You might miss Santafereno if you weren’t looking out for it. But you should look for it, and then stop in for some decent Colombian food. Yes, it is a bit basic inside: yes, the music’s a bit loud, yes, the telenovelas on the TV in the corner are a bit distracting if you’re trying to talk to someone - but it’s also kind of great for all the same reasons. The mains may seem a bit on the pricey side, but good luck getting through an entire plate of meat or rice. Do what the locals do and take home half of the lunch deal in a box and a blue plastic bag. Also, if you’re out in Brixton and need something quick to keep you going, the pastel de yuca (cassava cake stuffed with beef, rice and peas) or the empanadas are the best value and most tasty £1.20 snack you will get in south London.
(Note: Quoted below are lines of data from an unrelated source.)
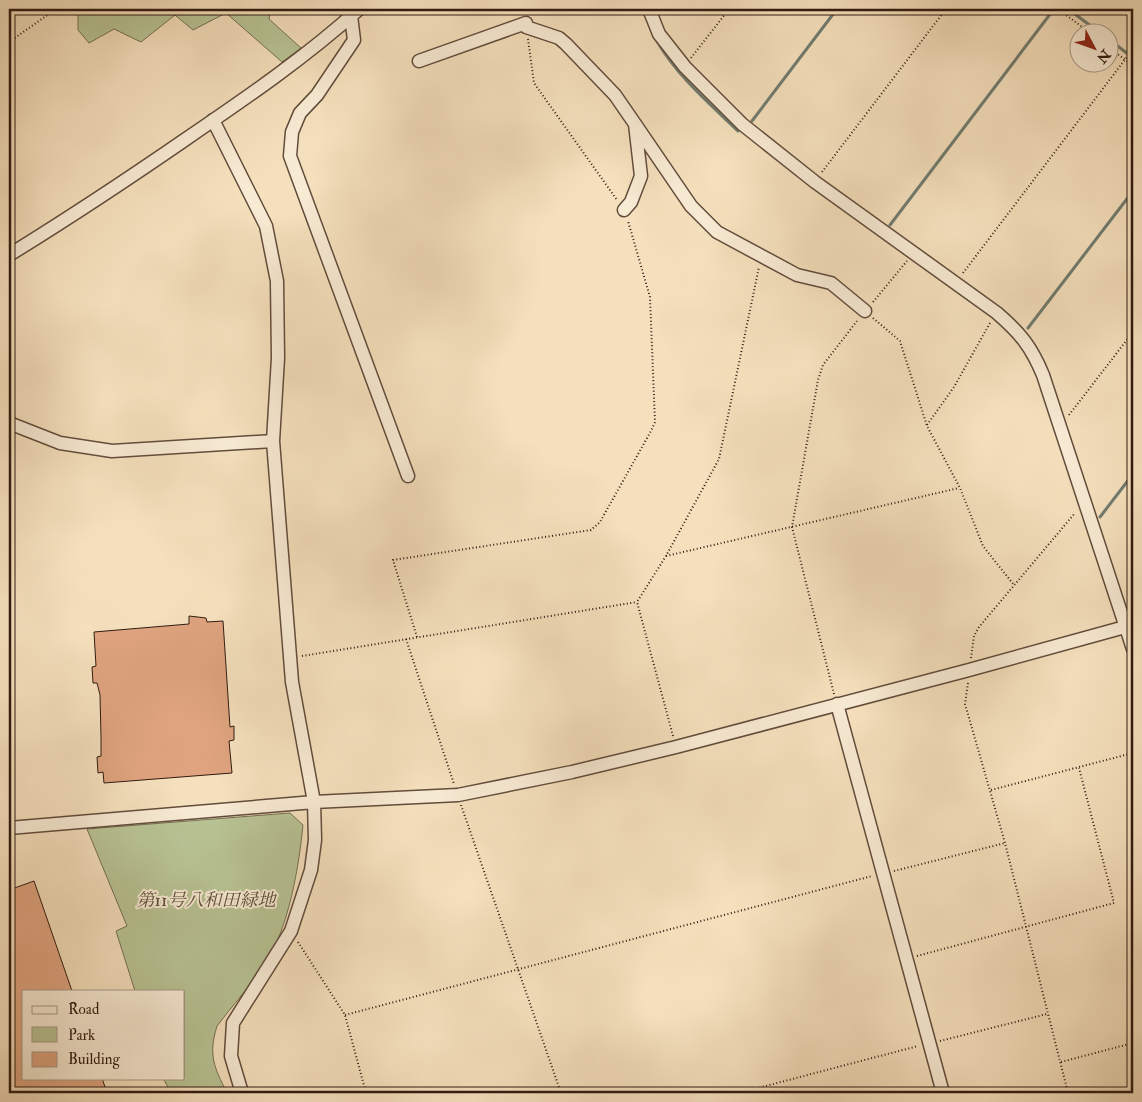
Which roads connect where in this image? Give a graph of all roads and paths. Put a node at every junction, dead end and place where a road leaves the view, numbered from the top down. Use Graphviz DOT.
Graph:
graph roads {
  1 [pos="56,9"];
  2 [pos="649,9"];
  3 [pos="730,9"];
  4 [pos="946,9"];
  5 [pos="1058,9"];
  6 [pos="355,12"];
  7 [pos="1076,22"];
  8 [pos="526,25"];
  9 [pos="9,42"];
  10 [pos="1133,49"];
  11 [pos="1120,56"];
  12 [pos="1125,60"];
  13 [pos="419,61"];
  14 [pos="1133,66"];
  15 [pos="685,67"];
  16 [pos="213,120"];
  17 [pos="635,124"];
  18 [pos="814,182"];
  19 [pos="624,210"];
  20 [pos="913,253"];
  21 [pos="9,255"];
  22 [pos="761,257"];
  23 [pos="955,283"];
  24 [pos="865,311"];
  25 [pos="997,313"];
  26 [pos="1133,332"];
  27 [pos="9,423"];
  28 [pos="927,426"];
  29 [pos="1059,426"];
  30 [pos="274,441"];
  31 [pos="408,476"];
  32 [pos="960,488"];
  33 [pos="1084,503"];
  34 [pos="792,527"];
  35 [pos="666,556"];
  36 [pos="1014,585"];
  37 [pos="637,602"];
  38 [pos="1125,626"];
  39 [pos="417,637"];
  40 [pos="406,639"];
  41 [pos="1133,650"];
  42 [pos="290,658"];
  43 [pos="969,670"];
  44 [pos="837,704"];
  45 [pos="676,747"];
  46 [pos="1133,753"];
  47 [pos="1079,768"];
  48 [pos="991,790"];
  49 [pos="458,795"];
  50 [pos="314,802"];
  51 [pos="9,828"];
  52 [pos="1005,842"];
  53 [pos="884,873"];
  54 [pos="1026,926"];
  55 [pos="291,932"];
  56 [pos="908,959"];
  57 [pos="517,968"];
  58 [pos="1047,1014"];
  59 [pos="345,1015"];
  60 [pos="930,1043"];
  61 [pos="1133,1043"];
  62 [pos="1061,1062"];
  63 [pos="242,1093"];
  64 [pos="366,1093"];
  65 [pos="561,1093"];
  66 [pos="739,1093"];
  67 [pos="943,1093"];
  68 [pos="1068,1093"];
  1 -- 9 [label="path"];
  2 -- 15 [label="street"];
  3 -- 15 [label="path"];
  4 -- 18 [label="path"];
  5 -- 7 [label="path"];
  6 -- 16 [label="street"];
  6 -- 31 [label="street"];
  8 -- 13 [label="street"];
  8 -- 17 [label="street"];
  8 -- 19 [label="path"];
  10 -- 12 [label="path"];
  11 -- 12 [label="path"];
  12 -- 14 [label="path"];
  12 -- 23 [label="path"];
  15 -- 18 [label="street"];
  16 -- 21 [label="street"];
  16 -- 30 [label="street"];
  17 -- 19 [label="street"];
  17 -- 22 [label="street"];
  18 -- 20 [label="street"];
  19 -- 39 [label="path"];
  20 -- 23 [label="street"];
  20 -- 24 [label="path"];
  22 -- 24 [label="street"];
  22 -- 35 [label="path"];
  23 -- 25 [label="street"];
  24 -- 28 [label="path"];
  24 -- 34 [label="path"];
  25 -- 28 [label="path"];
  25 -- 29 [label="street"];
  26 -- 29 [label="path"];
  27 -- 30 [label="street"];
  28 -- 32 [label="path"];
  29 -- 33 [label="street"];
  30 -- 42 [label="street"];
  32 -- 34 [label="path"];
  32 -- 36 [label="path"];
  33 -- 36 [label="path"];
  33 -- 38 [label="street"];
  34 -- 35 [label="path"];
  34 -- 44 [label="path"];
  35 -- 37 [label="path"];
  36 -- 43 [label="path"];
  37 -- 39 [label="path"];
  37 -- 45 [label="path"];
  38 -- 41 [label="street"];
  38 -- 43 [label="street"];
  39 -- 40 [label="path"];
  40 -- 42 [label="path"];
  40 -- 49 [label="path"];
  42 -- 50 [label="street"];
  43 -- 44 [label="street"];
  43 -- 48 [label="path"];
  44 -- 45 [label="street"];
  44 -- 53 [label="street"];
  45 -- 49 [label="street"];
  46 -- 47 [label="path"];
  47 -- 48 [label="path"];
  47 -- 54 [label="path"];
  48 -- 52 [label="path"];
  49 -- 50 [label="street"];
  49 -- 57 [label="path"];
  50 -- 51 [label="street"];
  50 -- 55 [label="street"];
  52 -- 53 [label="path"];
  52 -- 54 [label="path"];
  53 -- 56 [label="street"];
  53 -- 57 [label="path"];
  54 -- 56 [label="path"];
  54 -- 58 [label="path"];
  55 -- 59 [label="path"];
  55 -- 63 [label="street"];
  56 -- 60 [label="street"];
  57 -- 59 [label="path"];
  57 -- 65 [label="path"];
  58 -- 60 [label="path"];
  58 -- 62 [label="path"];
  59 -- 64 [label="path"];
  60 -- 66 [label="path"];
  60 -- 67 [label="street"];
  61 -- 62 [label="path"];
  62 -- 68 [label="path"];
}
We’ll keep this simple. Other Side Fried Chicken makes one of the best chicken burgers in town, and you should definitely consider getting one if you’re at Pop Brixton. Even if you’re not in Brixton, you might consider jumping on the tube to get in on some crunchy, juicy chicken action. The buffalo and signature honey butter burgers are both ridiculous.


KaoSarn serves satisfying Thai food from a small cafe in Brixton Arcade. We like to hit it up when we get cravings for comforting South East Asian food, and it’s also good for an afternoon pick-me-up. The moo ping pork skewers are a winner, and make sure the minced chicken larb salad is in your order too.
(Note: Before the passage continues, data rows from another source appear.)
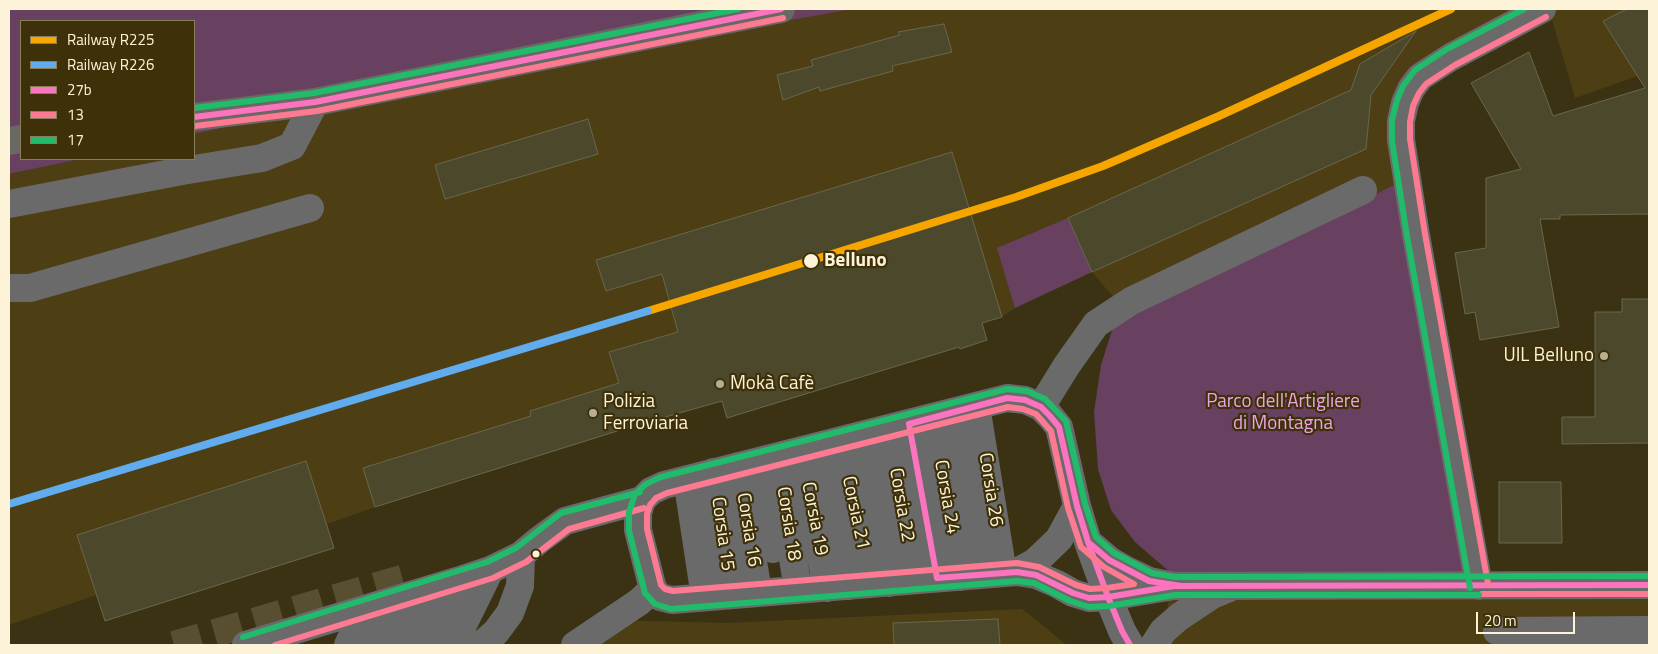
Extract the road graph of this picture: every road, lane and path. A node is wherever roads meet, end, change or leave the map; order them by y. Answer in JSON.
{"nodes":[{"id":1,"x":781,"y":9,"type":"edge"},
{"id":2,"x":1542,"y":9,"type":"edge"},
{"id":3,"x":315,"y":102,"type":"junction"},
{"id":4,"x":195,"y":117,"type":"edge"},
{"id":5,"x":1363,"y":190,"type":"dead end"},
{"id":6,"x":9,"y":204,"type":"edge"},
{"id":7,"x":310,"y":208,"type":"dead end"},
{"id":8,"x":9,"y":288,"type":"edge"},
{"id":9,"x":1041,"y":407,"type":"junction"},
{"id":10,"x":932,"y":418,"type":"junction"},
{"id":11,"x":789,"y":454,"type":"junction"},
{"id":12,"x":687,"y":479,"type":"junction"},
{"id":13,"x":642,"y":500,"type":"junction"},
{"id":14,"x":1077,"y":506,"type":"junction"},
{"id":15,"x":1088,"y":542,"type":"junction"},
{"id":16,"x":522,"y":556,"type":"junction"},
{"id":17,"x":490,"y":570,"type":"junction"},
{"id":18,"x":925,"y":580,"type":"junction"},
{"id":19,"x":457,"y":582,"type":"junction"},
{"id":20,"x":1649,"y":585,"type":"edge"},
{"id":21,"x":1174,"y":586,"type":"junction"},
{"id":22,"x":1232,"y":586,"type":"junction"},
{"id":23,"x":1479,"y":586,"type":"junction"},
{"id":24,"x":653,"y":589,"type":"junction"},
{"id":25,"x":427,"y":590,"type":"junction"},
{"id":26,"x":779,"y":592,"type":"junction"},
{"id":27,"x":718,"y":596,"type":"junction"},
{"id":28,"x":1108,"y":597,"type":"junction"},
{"id":29,"x":395,"y":600,"type":"junction"},
{"id":30,"x":365,"y":609,"type":"junction"},
{"id":31,"x":1649,"y":630,"type":"edge"},
{"id":32,"x":1497,"y":631,"type":"dead end"},
{"id":33,"x":307,"y":635,"type":"edge"},
{"id":34,"x":255,"y":644,"type":"edge"},
{"id":35,"x":348,"y":645,"type":"edge"},
{"id":36,"x":374,"y":645,"type":"edge"},
{"id":37,"x":402,"y":645,"type":"edge"},
{"id":38,"x":425,"y":645,"type":"edge"},
{"id":39,"x":453,"y":645,"type":"edge"},
{"id":40,"x":481,"y":645,"type":"edge"},
{"id":41,"x":575,"y":645,"type":"edge"},
{"id":42,"x":1130,"y":645,"type":"edge"},
{"id":43,"x":1154,"y":645,"type":"edge"}],
"edges":[{"from":1,"to":3,"type":"main road"},
{"from":2,"to":23,"type":"street"},
{"from":3,"to":4,"type":"main road"},
{"from":3,"to":6,"type":"street"},
{"from":5,"to":9,"type":"street"},
{"from":7,"to":8,"type":"street"},
{"from":9,"to":10,"type":"street"},
{"from":9,"to":14,"type":"street"},
{"from":10,"to":11,"type":"street"},
{"from":10,"to":18,"type":"street"},
{"from":10,"to":18,"type":"street"},
{"from":11,"to":12,"type":"street"},
{"from":11,"to":18,"type":"street","name":"Corsia 21"},
{"from":11,"to":18,"type":"street","name":"Corsia 19"},
{"from":11,"to":26,"type":"street","name":"Corsia 18"},
{"from":11,"to":26,"type":"street","name":"Corsia 16"},
{"from":11,"to":27,"type":"street","name":"Corsia 15"},
{"from":12,"to":13,"type":"street"},
{"from":12,"to":27,"type":"street"},
{"from":13,"to":16,"type":"street"},
{"from":13,"to":24,"type":"street"},
{"from":14,"to":15,"type":"street"},
{"from":14,"to":18,"type":"street"},
{"from":15,"to":21,"type":"street"},
{"from":15,"to":28,"type":"street"},
{"from":16,"to":17,"type":"street"},
{"from":16,"to":40,"type":"street"},
{"from":17,"to":19,"type":"street"},
{"from":17,"to":39,"type":"street"},
{"from":18,"to":26,"type":"street"},
{"from":18,"to":28,"type":"street"},
{"from":19,"to":25,"type":"street"},
{"from":19,"to":38,"type":"street"},
{"from":20,"to":23,"type":"street"},
{"from":21,"to":22,"type":"street"},
{"from":21,"to":28,"type":"street"},
{"from":22,"to":23,"type":"street"},
{"from":22,"to":43,"type":"street"},
{"from":24,"to":27,"type":"street"},
{"from":24,"to":41,"type":"street"},
{"from":25,"to":29,"type":"street"},
{"from":25,"to":37,"type":"street"},
{"from":26,"to":27,"type":"street"},
{"from":28,"to":42,"type":"street"},
{"from":29,"to":30,"type":"street"},
{"from":29,"to":36,"type":"street"},
{"from":30,"to":33,"type":"street"},
{"from":30,"to":35,"type":"street"},
{"from":31,"to":32,"type":"street"},
{"from":33,"to":34,"type":"street"}]}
Franzina Trattoria is a tiny authentic Sicilian restaurant hiding in plain sight in a shipping container in Pop Brixton. You need to come with at least one other person, but come as a foursome and you can try a number of their starters. They’re all a bit more interesting than the usual ‘burrata, bruschetta, caprese’ fare you find at Italian restaurants these days. But what you’re really here for is the homemade tagliatelle, specifically the the black squid ink, which is sensational.


If you like tapas, then you’ll like Boqueria, which does Spanish food that you could confidently feed to your mate from Barcelona. Except maybe don’t literally do that, as they’ll probably slap you if you try. All of the standard dishes like tortilla and calamari are proper and perfect for a casual hang with a couple of Estrellas, though you can kick it up a notch for an occasion, as they have dishes like suckling pig and killer seafood specials on the menu as well.


Pop Brixton is a mini shipping container village that’s a great place to hang out for food and drinks with a few friends. This complex of shipping containers is full of street food vendors (serving up everything from jerk chicken, to pizza that gives back to the homeless for every one bought), cocktail bars, and mini-restaurants (doing bits from raclette to tapas). It’s a fun and easy plan for anyone in need of one during the week or at the weekend. Especially if you’re in a group full of different tastes.